El Califa convive con Dinazarda, guardiana de su intimidad conyugal, sin considerarla adversaria. No la acusa de formar con su hermana una alianza con miras a dominarlo. En ningún momento la ha amenazado con convertirla en su mujer después de la muerte de Scherezade. No obstante, aun sin haber considerado esta hipótesis, aprendió con la contadora de historias que la realidad era imprevisible.
Preocupado, sin embargo, por evitar conflictos en los aposentos, que podían, de repente, extenderse a otras zonas del palacio, el Califa no le expresaba contrariedades ni le hacía confidencias. Sus desencantos, aunque guardados para sí, aparecían en su rostro.

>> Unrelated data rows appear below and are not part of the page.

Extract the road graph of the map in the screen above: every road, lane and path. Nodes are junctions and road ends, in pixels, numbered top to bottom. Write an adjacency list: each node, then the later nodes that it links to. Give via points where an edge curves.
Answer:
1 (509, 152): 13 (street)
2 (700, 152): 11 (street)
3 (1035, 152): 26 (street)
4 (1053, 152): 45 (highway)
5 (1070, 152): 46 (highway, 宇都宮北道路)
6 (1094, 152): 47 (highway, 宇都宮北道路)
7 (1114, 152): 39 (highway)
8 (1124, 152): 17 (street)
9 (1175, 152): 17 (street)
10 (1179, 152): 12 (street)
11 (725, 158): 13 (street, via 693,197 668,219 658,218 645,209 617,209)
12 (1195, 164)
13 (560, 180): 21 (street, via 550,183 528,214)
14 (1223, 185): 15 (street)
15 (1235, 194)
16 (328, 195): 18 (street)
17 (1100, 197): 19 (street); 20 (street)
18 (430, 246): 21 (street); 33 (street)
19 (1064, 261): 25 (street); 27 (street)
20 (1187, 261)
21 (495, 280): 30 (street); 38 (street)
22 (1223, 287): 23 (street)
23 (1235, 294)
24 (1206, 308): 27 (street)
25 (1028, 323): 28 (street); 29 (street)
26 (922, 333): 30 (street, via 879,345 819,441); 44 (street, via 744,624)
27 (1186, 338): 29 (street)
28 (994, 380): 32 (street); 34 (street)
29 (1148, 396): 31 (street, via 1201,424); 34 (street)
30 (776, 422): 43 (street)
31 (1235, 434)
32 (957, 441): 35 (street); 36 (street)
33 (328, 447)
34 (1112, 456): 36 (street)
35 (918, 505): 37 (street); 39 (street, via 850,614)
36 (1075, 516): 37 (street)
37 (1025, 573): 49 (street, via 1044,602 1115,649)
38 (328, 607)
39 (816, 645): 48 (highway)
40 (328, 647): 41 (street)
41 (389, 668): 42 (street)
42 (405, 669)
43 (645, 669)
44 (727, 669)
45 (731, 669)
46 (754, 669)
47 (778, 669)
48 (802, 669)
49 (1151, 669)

Reconocía que, dentro de las circunstancias, Dinazarda le era útil. Su celo, por ejemplo, en cuidar de aquella ala reservada a las jóvenes, aunque se moviese fingiendo que él no le había entregado aquel rincón del palacio a sus cuidados. Parecía ella tan a gusto con el universo circundante que el Califa ya cavilaba en aprovecharla junto a su padre, un auxiliar más entre tantos, en medio de los cuales él iba infiltrando discordia, en obediencia a la antigua tradición abasí. Desde hace mucho, además, venía percibiendo en el Visir una fatiga acentuada. Debida tal vez al exceso de trabajo, a una rutina administrativa sin mayores compensaciones. El Visir había envejecido, sin duda, en los últimos meses, debido en verdad a la hija menor, ahora su esposa provisional. Hasta el punto de que el Califa concluía a modo de balance que las arrugas en el Visir se debían al drama de la hija.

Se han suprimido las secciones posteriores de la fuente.